On Sunday, Nov 16, 2003, at 07:53 US/Pacific, Hacksaw wrote: [..]
If you were never going to do anything else in the while loop, it could be this:
while (<ER>) { print EL $_; }
I think select is one of the statements that you don't need for most small projects. I have never used it in my 6 or so years of perl coding. --
I on the other hand have had the unpleasantry of FORGETTING that I was whacking new code in that was doing a 'select'.
So one solution is to make sure that IF you do a select that you put things back where you found them, eg:
my $oldfh = select($newfh); # the neat new stuff here ... select($oldfh);
as you will notice in the 'perldoc -f select' the nice line notes:
select FILEHANDLE select Returns the currently selected filehandle.
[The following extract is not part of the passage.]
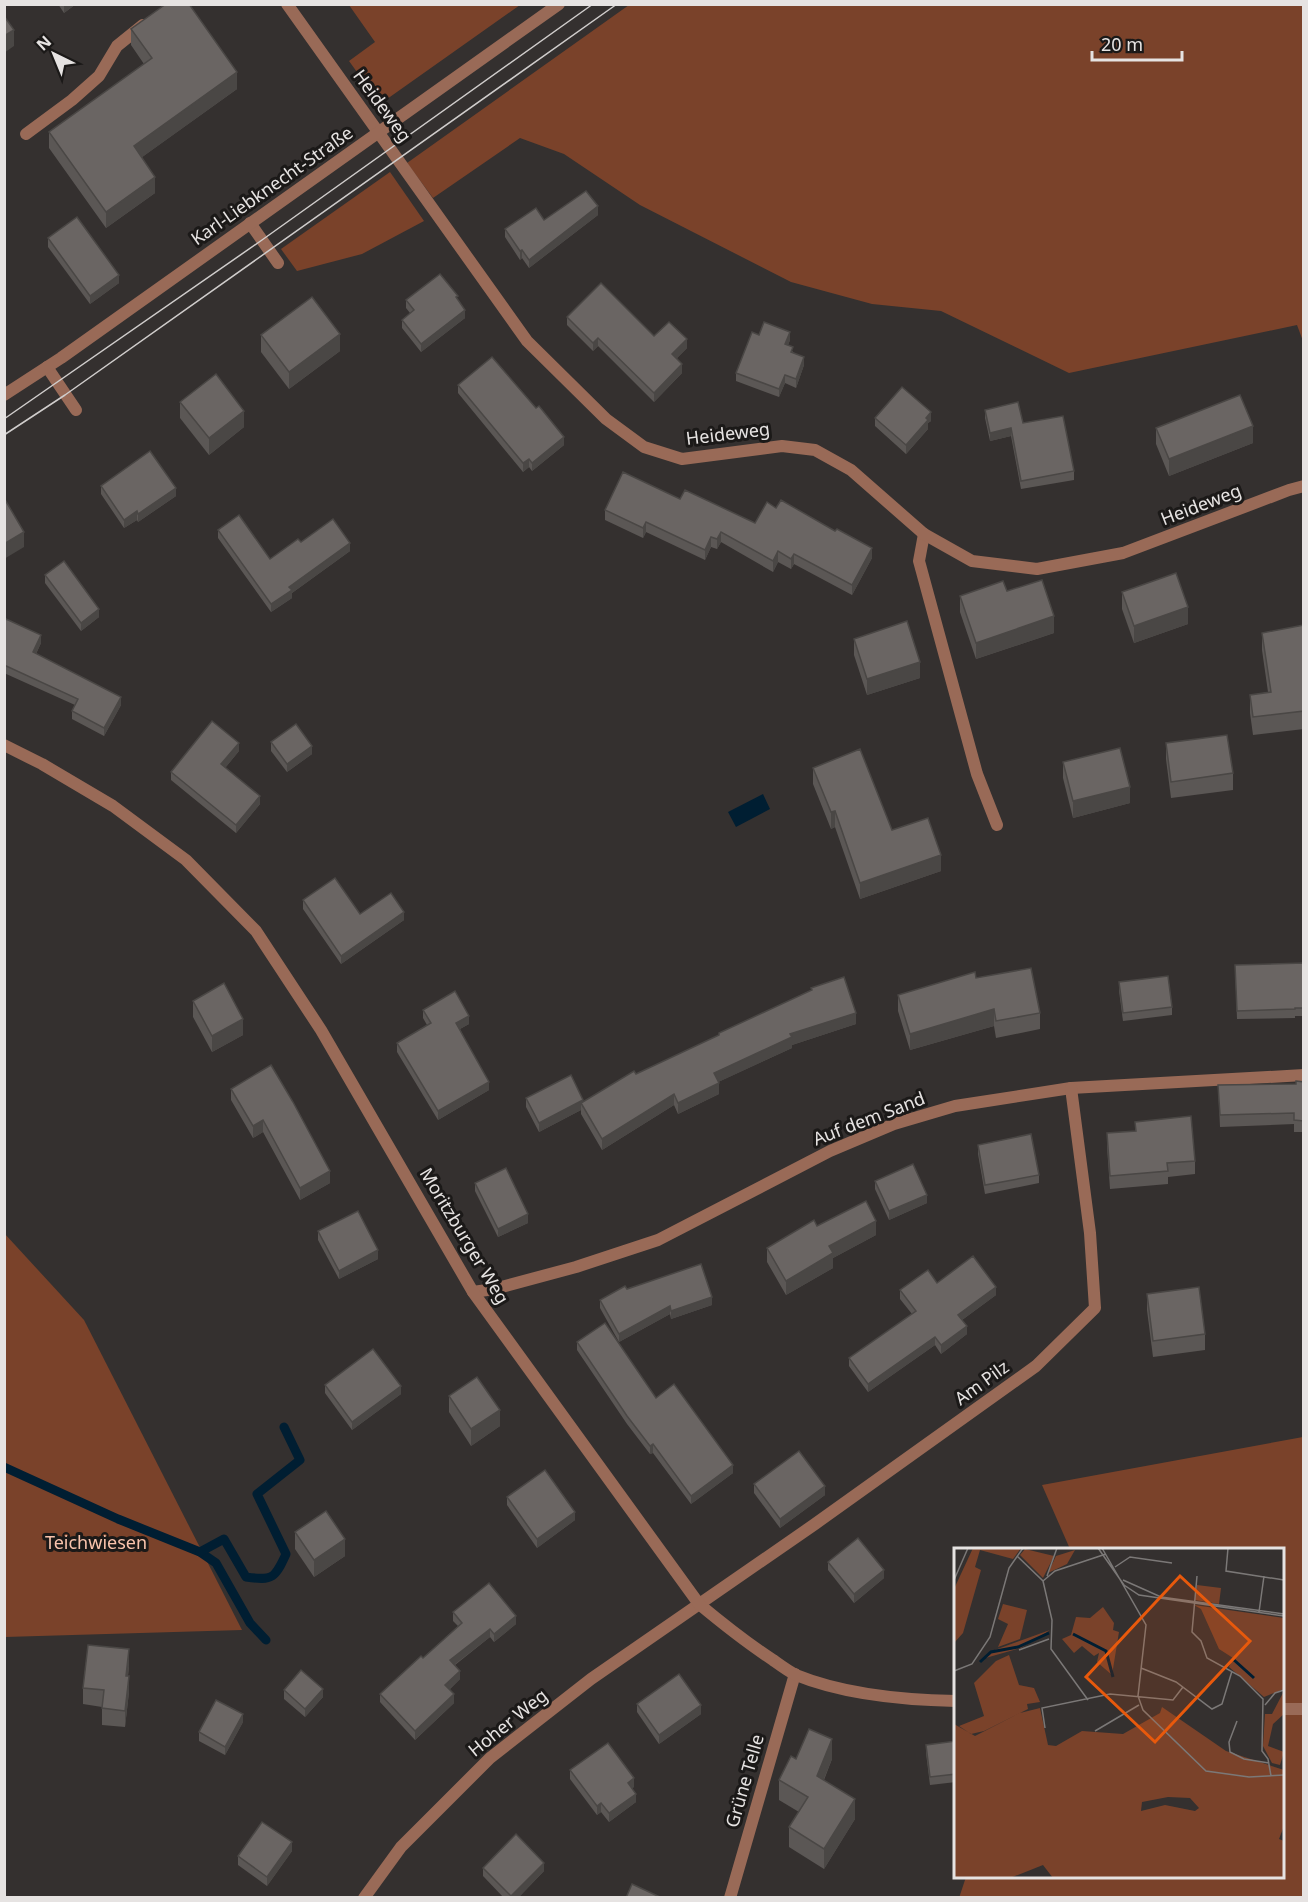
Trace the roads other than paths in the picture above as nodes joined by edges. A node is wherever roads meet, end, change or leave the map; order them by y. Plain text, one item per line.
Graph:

Sets the current default filehandle for output, if FILEHANDLE is supplied. This has two effects: first, a "write" or a "print" without a filehandle will default to this FILEHANDLE.
So one begins to need 'select' only when one wants to have a 'naked' print statement rather than the fully formed "print FILEHANDLE LIST" ( cf perldoc -f print ). In the code fragment
print EL $_ while (<ER>);
there is no ambiguity about which filehandles are being used for what.
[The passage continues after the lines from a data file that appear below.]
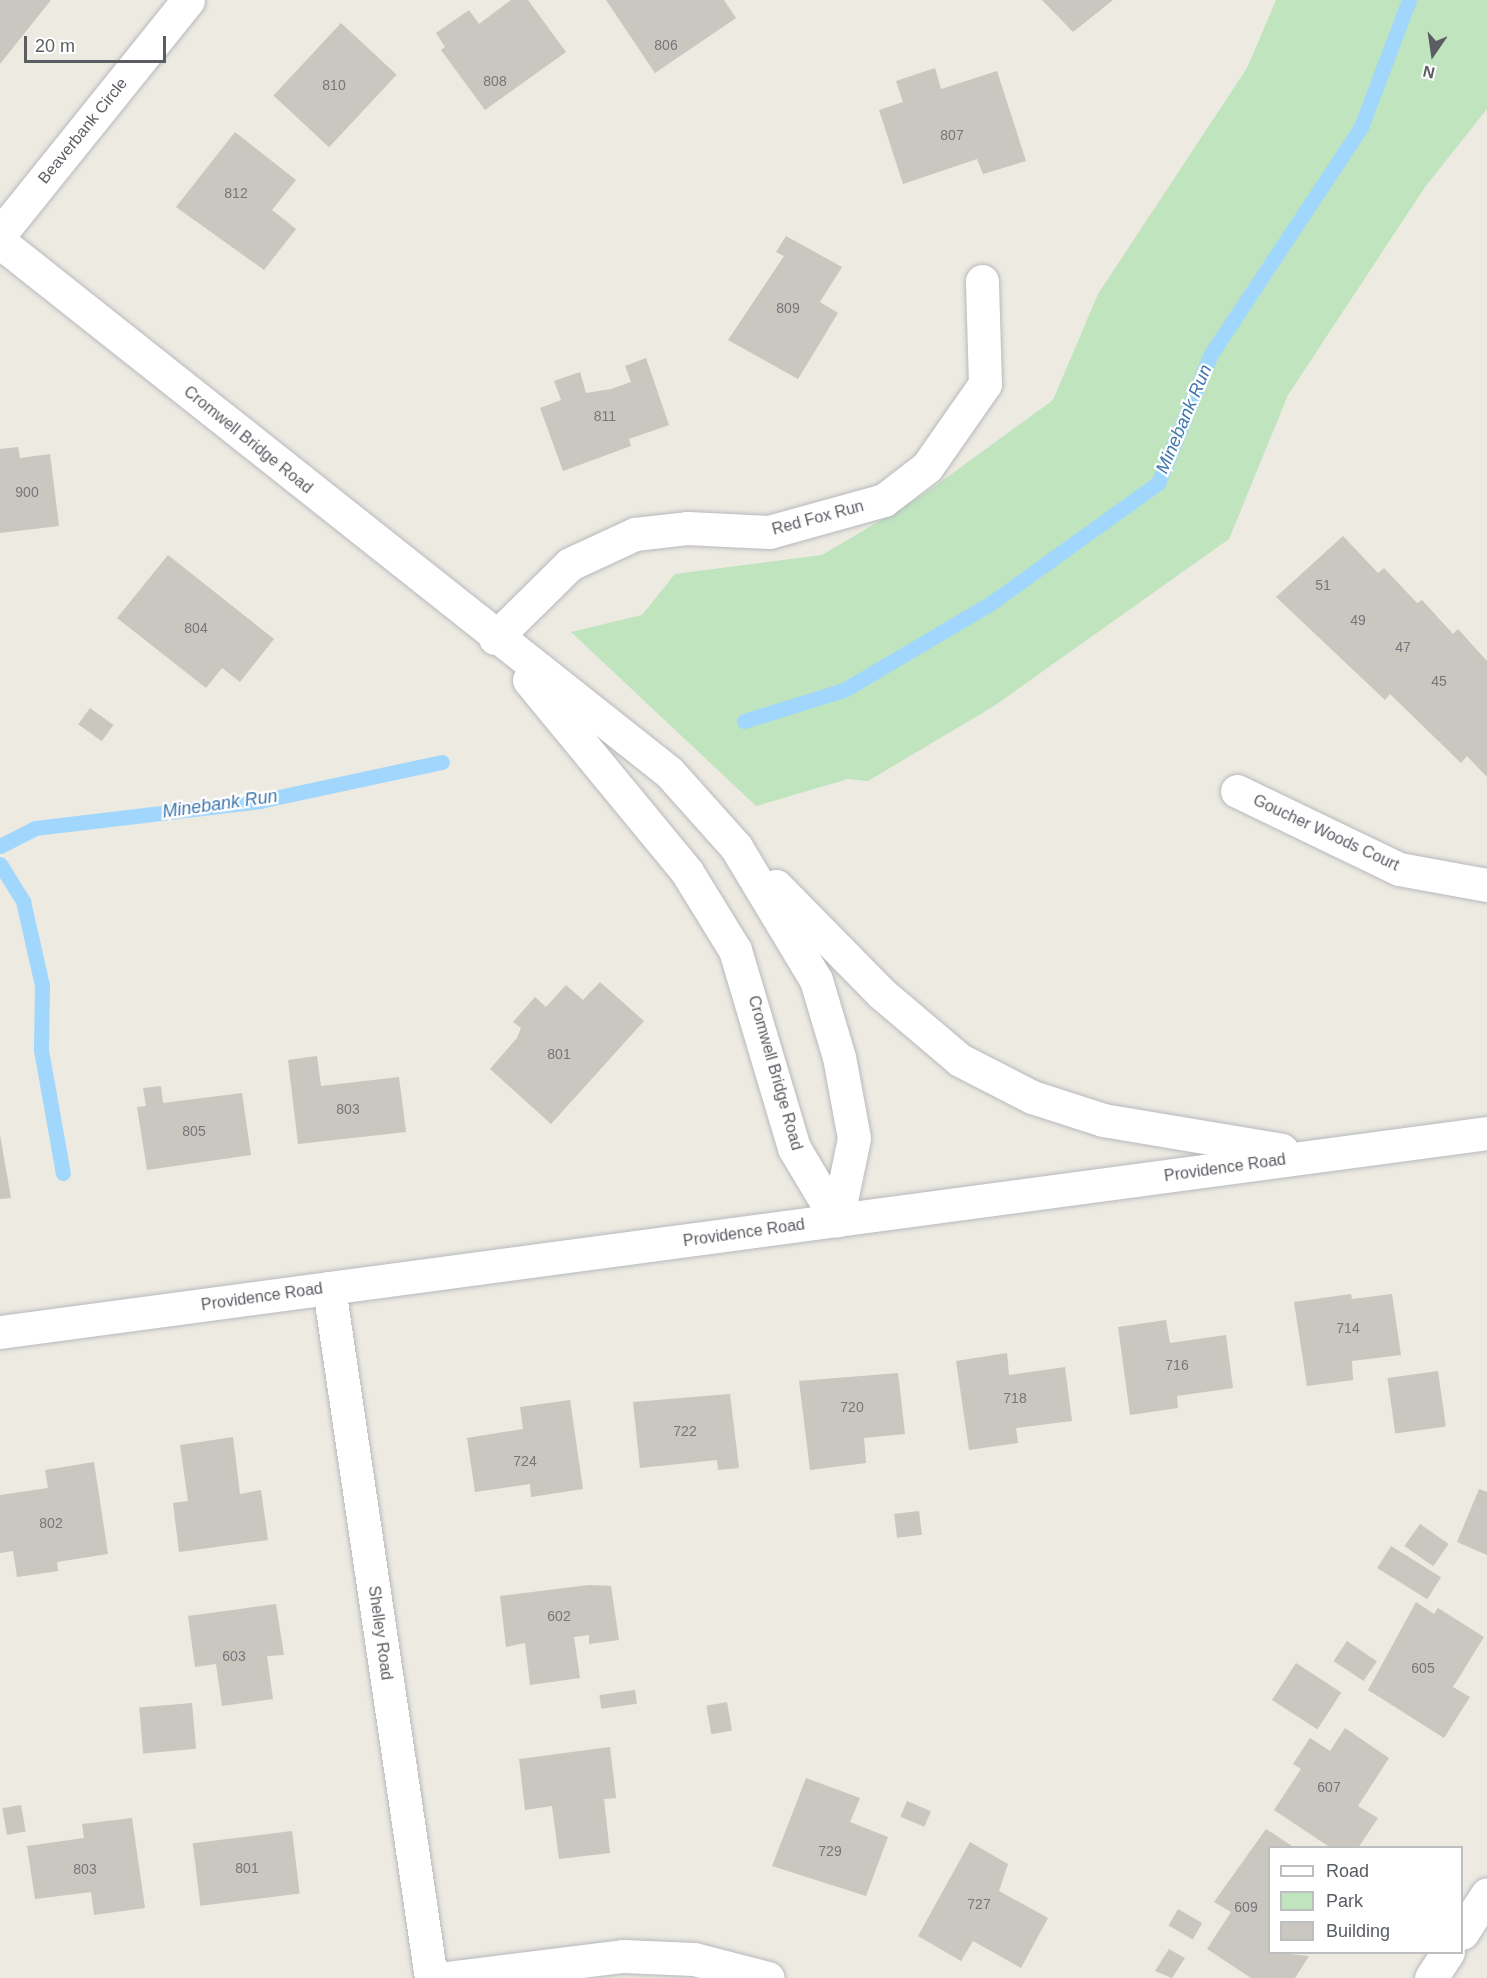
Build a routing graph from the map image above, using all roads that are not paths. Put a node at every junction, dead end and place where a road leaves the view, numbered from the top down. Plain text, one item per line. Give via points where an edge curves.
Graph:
1 (188, 0) edge
2 (0, 234) edge
3 (0, 242) edge
4 (982, 281) dead end
5 (495, 639) junction
6 (1237, 791) dead end
7 (736, 847) junction
8 (1487, 885) edge
9 (1487, 1133) edge
10 (1316, 1156) junction
11 (837, 1221) junction
12 (329, 1288) junction
13 (0, 1332) edge
14 (1487, 1894) edge
15 (1463, 1930) edge
16 (1447, 1954) edge
17 (431, 1978) edge
18 (447, 1978) edge
19 (768, 1978) edge
20 (1431, 1978) edge

1 - 2 street, Beaverbank Circle
3 - 5 street, Cromwell Bridge Road
4 - 5 street, Red Fox Run via 985,384 927,467 884,500 769,532 687,528 635,534 570,564
5 - 7 street, Cromwell Bridge Road via 669,772
5 - 11 street, Cromwell Bridge Road via 687,872 735,950 794,1148
6 - 8 street, Goucher Woods Court via 1399,869
7 - 10 street via 881,993 960,1060 1032,1097 1103,1120
7 - 11 street, Cromwell Bridge Road via 816,980 838,1057 854,1138
9 - 10 street, Providence Road
10 - 11 street, Providence Road
11 - 12 street, Providence Road
12 - 13 street, Providence Road
12 - 17 street, Shelley Road
14 - 15 street
16 - 20 street
18 - 19 street via 623,1956 694,1959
So IF one adopts the strategy of
print STDOUT $your_message_here ;
then one always knows that one's INTENT was to go to STDOUT and will not cause one's self problems when one has found a reason to use select() for the sort of select(2) system calls that may well come along. This approach protects your code from, well, yourself when you become forgetful.... 8-)
And yes, DO remember the caveat at the end of the select perldoc that notes:
WARNING: One should not attempt to mix buffered I/O (like "read" or <FH>) with "select", except as permitted by POSIX, and even then only on POSIX systems. You have to use "sysread" instead.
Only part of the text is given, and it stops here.